The albums have indeed proven timeless, and the current incarnation of Little Feat plays them both at the Wilbur on Monday and Tuesday; doing one album plus bonus tracks each night. The band has weathered some major losses, including the death of founder Lowell George in 1979 and the more recent passings of drummer Richie Hayward and guitarist Paul Barrere. But Little Feat is now recognized as the precursors of Americana and the jam-band movement. And after all these years, they’ve still never had a hit single.

“That’s probably a blessing in disguise,” says Bill Payne, the band’s keyboardist and cofounder. “I know Lowell had grand hopes for ‘Easy to Slip’ as a single, and I thought that one sounded great, but it didn’t happen. We were in an age of albums, and we came up in a time when people were promulgating the whole album and not the single. That made it difficult for us commercially, but I think it’s allowed us to last 50 years. We weren’t the Doobie Brothers (another band Payne has played with). They’ve lasted 50 years as well — but I’ll put it this way, we had a wider vocabulary.”

The “Dixie Chicken” album brought two New Orleanians into the band (bassist Kenny Gradney and percussionist Sam Clayton, both still aboard) along with that city’s musical influence. “It was a grand experiment and a fun one at that,” says Payne. “My parents were married in New Orleans, which probably explains a lot. We always loved trading our different influences with each other. Little Feat is really a platform that invites inclusion, but it’s also something of an exclusive club. We’re like an Appalachian family that lets a few people through the door every now and then.”

Payne admits that continuing the band without George, and now without Barrere and Hayward, has been a challenge. (The new frontman is Scott Sherrard, late of the Gregg Allman Band). “Put it this way: Back in 1966 when I was in high school, I went with my friends to see the Yardbirds, and I was there specifically to see Jeff Beck. We were all pretty ticked off that he wasn’t there, until the other guy started to play guitar — and it was Jimmy Page. So I took my impetus from that concert years later when we were putting Little Feat back together without Lowell. Same thing with Scott now — If it wasn’t working I would have been the first to say, ‘Just let it go, our legacy’s too important’.”

The two albums getting played this week include a handful of Feat standards, along with a couple songs that have never been played live before. “We’re going to do the experiment in terror and play those.
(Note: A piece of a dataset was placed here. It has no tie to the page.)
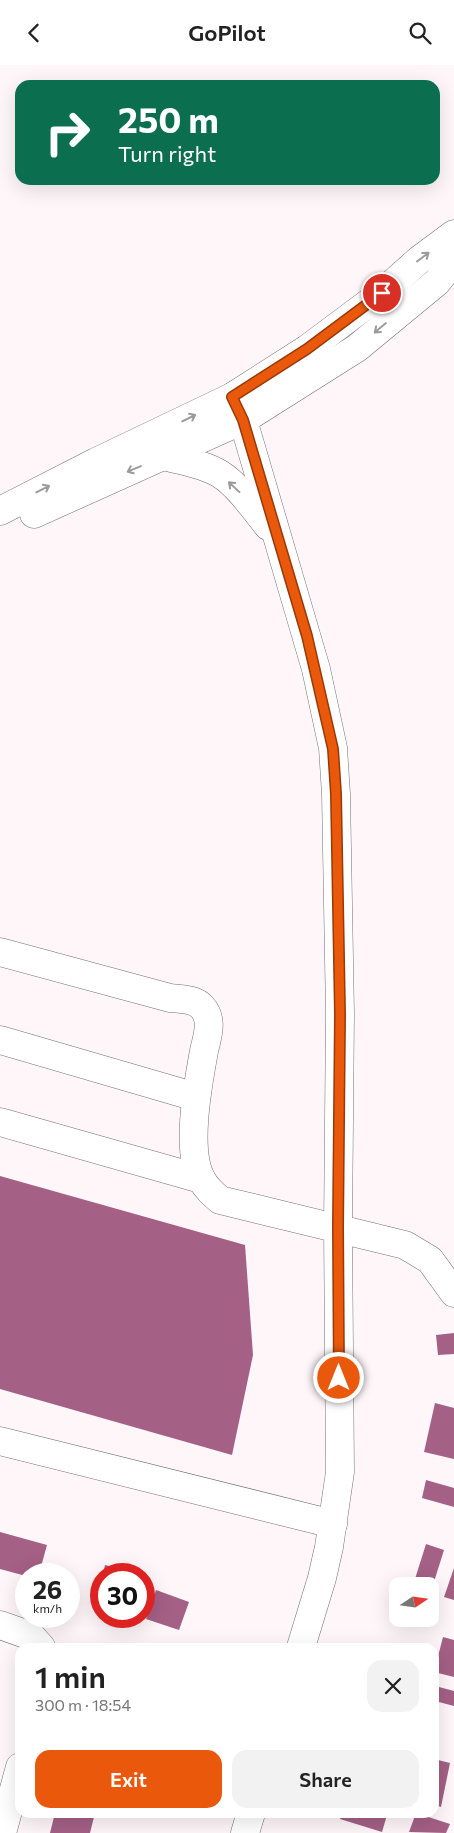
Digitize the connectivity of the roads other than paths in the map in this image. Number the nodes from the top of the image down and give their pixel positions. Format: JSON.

It’s challenging, but it’s not like we’re copying Stravinsky or trading licks with Charlie Parker. My frustration with Little Feat from time to time is that we’ve compromised our vocabulary a little too much for my taste. So I’m very happy to be exploring the catalogue with players who can do just about anything. That’s the essence of what we’ve always been, a group that has found its challenges by the platform that we live by, which is our songs.”